JANICE makes an “urp” of shock and jerks the glass away from her mouth, then slams it down in the sink. A moment later she snatches it up again, plunges it under the faucet and washes the ant down the drain. She looks, and there are a few ants on the dispenser bottle as well. A little less surprised now, but just as unhappy, she starts to lift the bottle into the sink, then snatches her hand back. There are more than a couple of ants — at least a dozen are running along the counter and in a line to the refrigerator door. She takes a napkin and flicks them off the handle, then pulls open the refrigerator, spilling out the light.

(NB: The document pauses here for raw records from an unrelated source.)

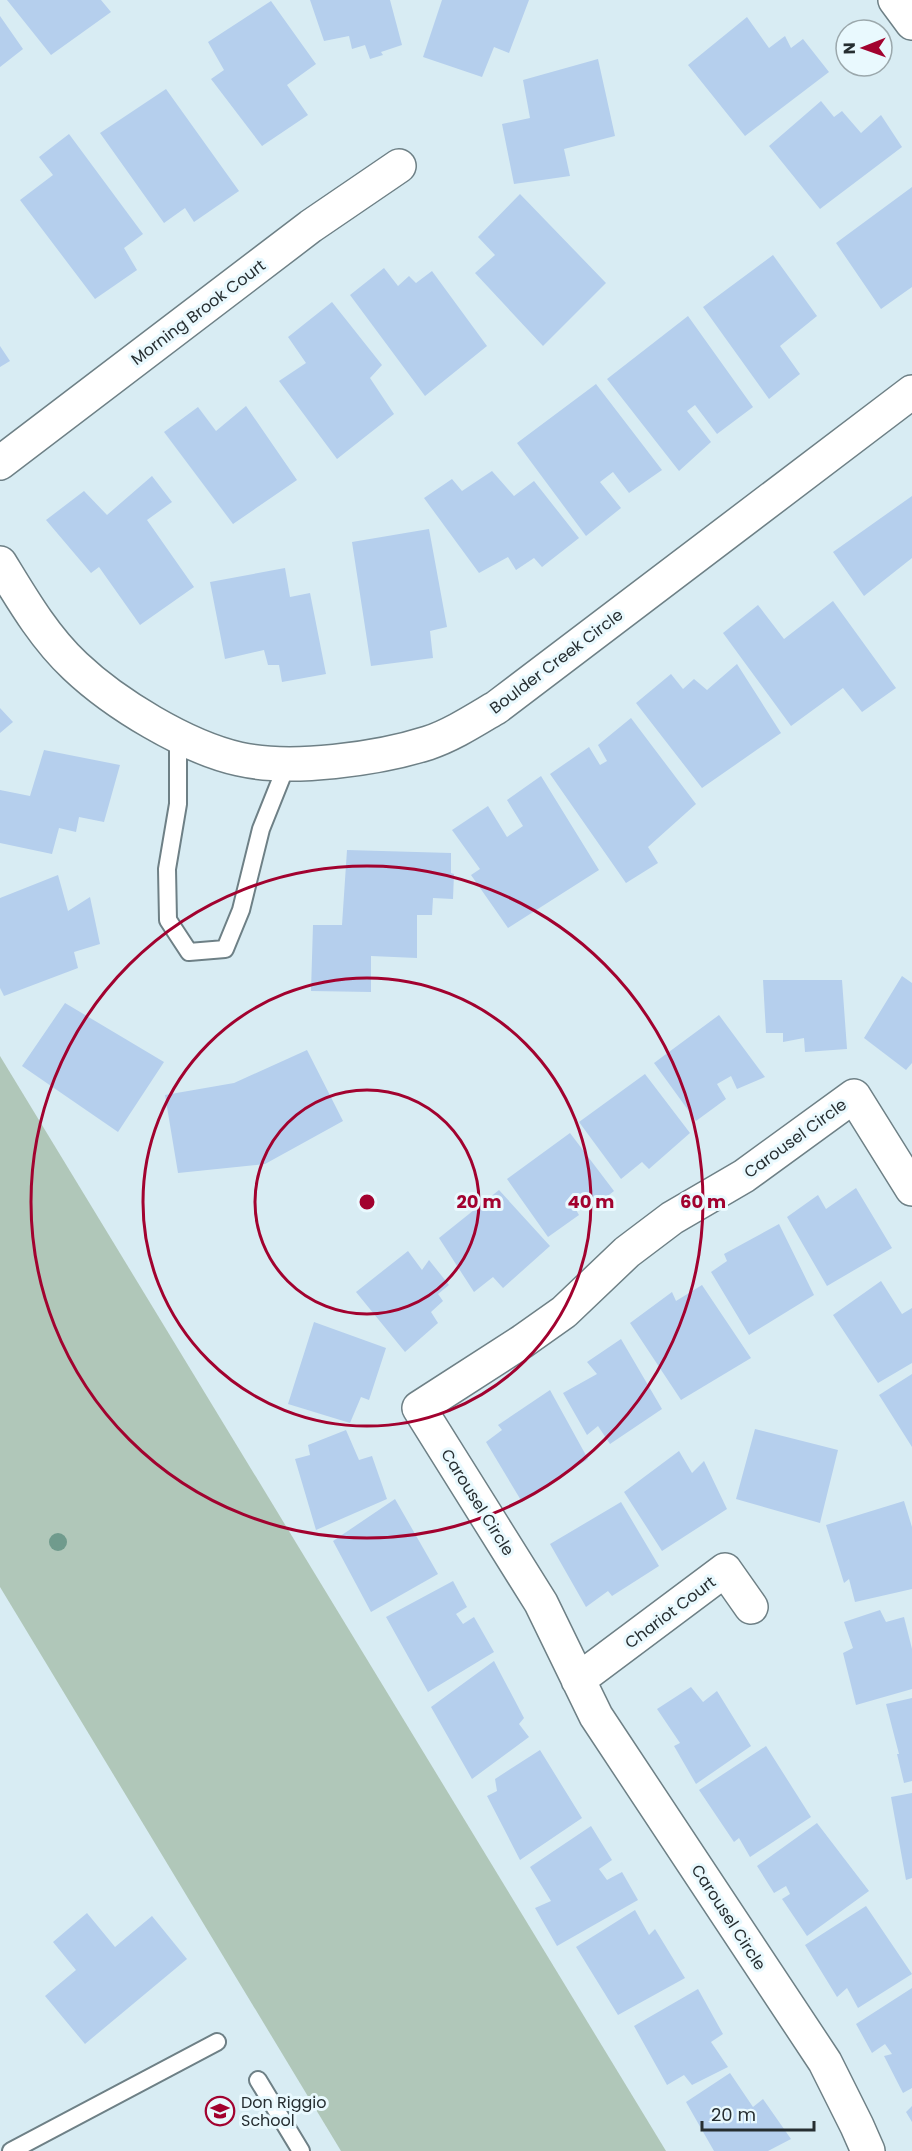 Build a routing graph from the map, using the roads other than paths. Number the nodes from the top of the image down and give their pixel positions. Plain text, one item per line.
1 (895, 0) edge
2 (912, 23) edge
3 (399, 166) dead end
4 (912, 392) edge
5 (0, 463) edge
6 (0, 563) edge
7 (178, 736) junction
8 (287, 764) junction
9 (912, 1189) edge
10 (751, 1607) dead end
11 (578, 1680) junction
12 (217, 2042) dead end
13 (258, 2080) dead end
14 (298, 2150) edge
15 (11, 2151) edge
16 (868, 2151) edge

1 - 2 street
3 - 5 street, Morning Brook Court
4 - 8 street, Boulder Creek Circle
6 - 7 street, Boulder Creek Circle
7 - 8 street, Boulder Creek Circle
7 - 8 lane
9 - 11 street, Carousel Circle
10 - 11 street, Chariot Court
11 - 16 street, Carousel Circle
12 - 15 lane
13 - 14 lane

CUT TO: INTERIOR OF REFRIGERATOR
There are MILLIONS of ants in the refrigerator — a boiling black mass that tumbles out the door and all over the linoleum. JANICE leaps back, shrieking and shrieking and shrieking as we go to BLACK and then, when the screams have faded, DISSOLVE TO:
INT. — MOTEL COFFEE SHOP – MORNING
ADULT JANICE and ADULT ERIC are having coffee. They both look like hell — they clearly haven’t slept.
ERIC
I… I’ve been having bad dreams for a few weeks now. About… that night. That’s one of the reasons I decided to come back. I thought, y’know, seeing the place again…
JANICE
But not me. Just the place.
ERIC
I didn’t think you’d WANT to see me. Stop playing games. You’ve been having them too, haven’t you?
JANICE
Yeah. But it wasn’t bad at first. Just a couple of nightmares, and I used to have those all the time. But… things have started happening. In the daytime.
ERIC
Me too. Bad. Bad stuff.
JANICE
But why? It’s too weird, Eric. It doesn’t make sense. I’m scared I’m going crazy.
ERIC
I don’t think so — not both of us at the same time.
(he stands up)
Well, as long as I’m back in town, I guess it’s time to go see another old friend…
We DISSOLVE TO:
EXT. — BRENT’S HOUSE — HALF AN HOUR LATER
The house is big, nice, with two SUVs in the driveway. ERIC and JANICE are on the front porch.
JANICE
We could have called first…
ERIC
If he’s really Zenger-Kimball, I don’t trust ad guys on the phone.
JANICE
He’s still Brent!
ERIC
Yeah. Whatever that means after twenty-five years.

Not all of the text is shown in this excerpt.